**PROVIDED ENTRIES**

------------

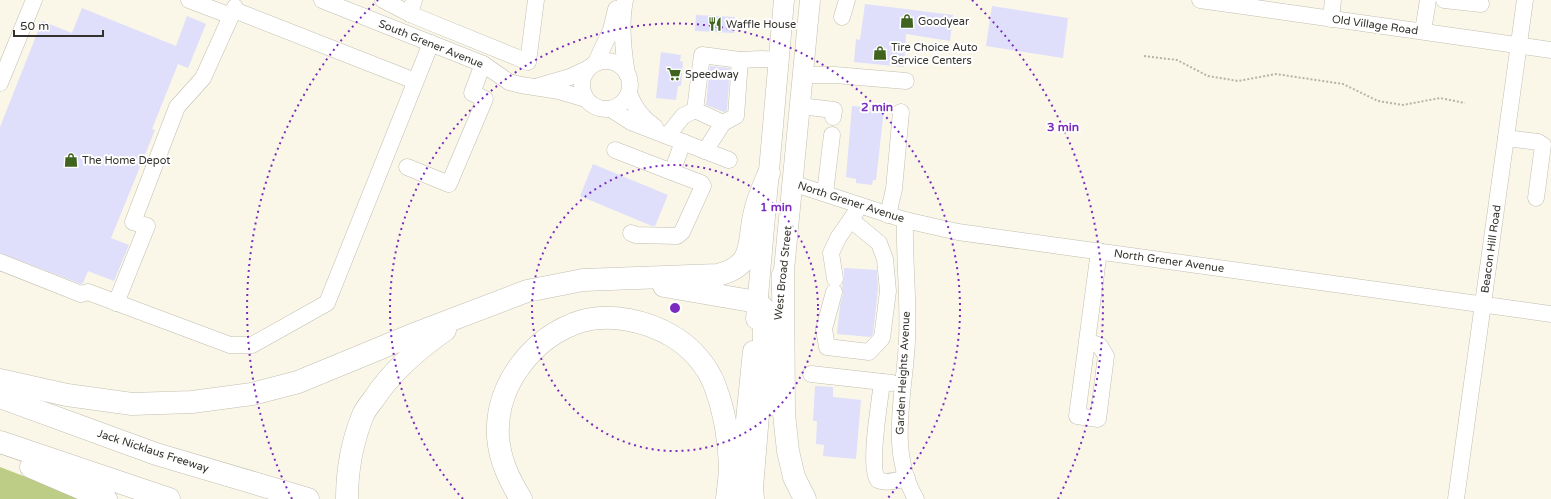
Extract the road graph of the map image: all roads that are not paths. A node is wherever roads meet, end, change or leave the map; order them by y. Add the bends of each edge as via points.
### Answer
1 (34, 0) edge
2 (189, 0) edge
3 (322, 0) edge
4 (383, 0) edge
5 (536, 0) edge
6 (619, 0) edge
7 (625, 0) edge
8 (784, 0) edge
9 (810, 0) edge
10 (847, 0) edge
11 (1200, 0) edge
12 (1333, 0) edge
13 (1428, 0) edge
14 (1444, 0) edge
15 (1525, 0) edge
16 (1481, 4) dead end
17 (412, 7) edge
18 (234, 9) edge
19 (842, 17) dead end
20 (1331, 19) junction
21 (1423, 31) junction
22 (430, 43) junction
23 (1519, 45) junction
24 (1551, 50) edge
25 (740, 60) junction
26 (779, 60) junction
27 (484, 64) junction
28 (592, 66) junction
29 (627, 74) junction
30 (803, 75) junction
31 (416, 81) junction
32 (906, 81) dead end
33 (0, 83) edge
34 (538, 87) junction
35 (629, 93) junction
36 (586, 99) junction
37 (800, 106) junction
38 (611, 109) junction
39 (695, 110) junction
40 (901, 112) dead end
41 (833, 117) dead end
42 (723, 123) junction
43 (668, 135) junction
44 (832, 136) dead end
45 (1506, 138) junction
46 (684, 142) junction
47 (616, 150) dead end
48 (705, 151) junction
49 (729, 160) dead end
50 (407, 167) dead end
51 (672, 172) junction
52 (769, 173) junction
53 (792, 183) junction
54 (825, 193) junction
55 (1536, 198) dead end
56 (860, 205) junction
57 (888, 215) junction
58 (851, 220) junction
59 (904, 220) junction
60 (631, 233) dead end
61 (1099, 251) junction
62 (0, 262) edge
63 (783, 275) junction
64 (622, 279) junction
65 (757, 302) junction
66 (116, 303) junction
67 (1483, 304) junction
68 (469, 313) junction
69 (1551, 314) edge
70 (882, 338) junction
71 (907, 339) junction
72 (1088, 341) dead end
73 (811, 374) dead end
74 (0, 380) edge
75 (882, 382) junction
76 (903, 384) junction
77 (0, 398) edge
78 (0, 442) edge
79 (0, 455) edge
80 (907, 478) junction
81 (106, 499) edge
82 (169, 499) edge
83 (308, 499) edge
84 (347, 499) edge
85 (521, 499) edge
86 (728, 499) edge
87 (738, 499) edge
88 (753, 499) edge
89 (759, 499) edge
90 (804, 499) edge
91 (916, 499) edge
92 (1456, 499) edge

1 - 33 street
2 - 18 street
3 - 22 street, South Grener Avenue
4 - 17 street
5 - 17 street via 528,62
6 - 28 street via 611,30
7 - 29 street via 622,27
8 - 26 main road, West Broad Street
9 - 30 main road, West Broad Street
10 - 19 street
11 - 20 street, Old Village Road
12 - 20 street
13 - 21 street
14 - 16 street
15 - 23 street, Beacon Hill Road
18 - 31 street
18 - 66 street via 203,78 176,107 133,222 147,226
20 - 21 street, Old Village Road
21 - 23 street, Old Village Road
22 - 27 street, South Grener Avenue
22 - 31 street
23 - 24 street, Old Village Road
23 - 45 street, Beacon Hill Road
25 - 26 street
25 - 39 street via 702,55
25 - 42 street via 736,116
26 - 52 main road, West Broad Street
27 - 34 street, South Grener Avenue via 509,82
27 - 50 street via 472,93 485,99 449,184
28 - 29 street via 603,60 611,61 618,64
28 - 34 street, South Grener Avenue via 570,77
28 - 36 street via 582,80
29 - 35 street
30 - 32 street
30 - 37 main road, West Broad Street
31 - 66 street via 327,303 252,345 230,345
34 - 36 street, South Grener Avenue
35 - 38 street via 625,100
35 - 43 street via 640,114
36 - 38 street via 595,107
37 - 41 street via 834,110
37 - 53 main road, West Broad Street
38 - 43 street via 632,122
39 - 42 street
39 - 43 street via 683,116
40 - 57 street via 894,189
42 - 48 street
43 - 46 street
44 - 54 street
45 - 55 street via 1538,142 1543,145
45 - 67 street, Beacon Hill Road
46 - 48 street
46 - 51 street
47 - 51 street
48 - 49 street
51 - 60 street via 703,184 682,232 677,236
52 - 64 highway via 755,210 749,248 737,268 718,275
52 - 65 main road, West Broad Street
53 - 54 street, North Grener Avenue
53 - 63 main road, West Broad Street
54 - 56 street, North Grener Avenue
56 - 57 street, North Grener Avenue
56 - 58 street
57 - 59 street, North Grener Avenue
58 - 70 street via 879,243 885,259 888,291
58 - 70 street via 831,253 834,286 824,329 827,347 869,352
59 - 61 street, North Grener Avenue via 958,232
59 - 71 street, Garden Heights Avenue
61 - 67 street, North Grener Avenue
61 - 72 street
62 - 66 street via 81,294 88,292
63 - 89 main road, West Broad Street
63 - 90 highway via 784,414 794,477
64 - 65 highway
64 - 68 highway via 583,280 527,291
65 - 87 main road, West Broad Street
65 - 88 highway via 764,309 764,325
67 - 69 street, North Grener Avenue
67 - 92 street, Beacon Hill Road
68 - 74 highway via 298,382 252,394 192,402 132,404 67,395
68 - 84 highway via 407,359 384,383 363,414 347,476
70 - 71 street
71 - 76 street, Garden Heights Avenue
73 - 75 street
75 - 76 street
75 - 80 street via 874,472 878,480 883,482
76 - 80 street, Garden Heights Avenue via 900,448
77 - 83 highway, Jack Nicklaus Freeway via 156,454
78 - 82 highway
79 - 81 highway
80 - 91 street, Garden Heights Avenue
85 - 86 highway via 510,481 502,460 498,436 501,409 511,379 521,364 548,337 565,327 603,319 623,319 662,330 696,354 715,385 724,416 730,466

------------

**WORK TO BE COMPLETED**
Look through the material and copy each line that has "North".

**RESPONSE BOX**
53 - 54 street, North Grener Avenue
54 - 56 street, North Grener Avenue
56 - 57 street, North Grener Avenue
57 - 59 street, North Grener Avenue
59 - 61 street, North Grener Avenue via 958,232
61 - 67 street, North Grener Avenue
67 - 69 street, North Grener Avenue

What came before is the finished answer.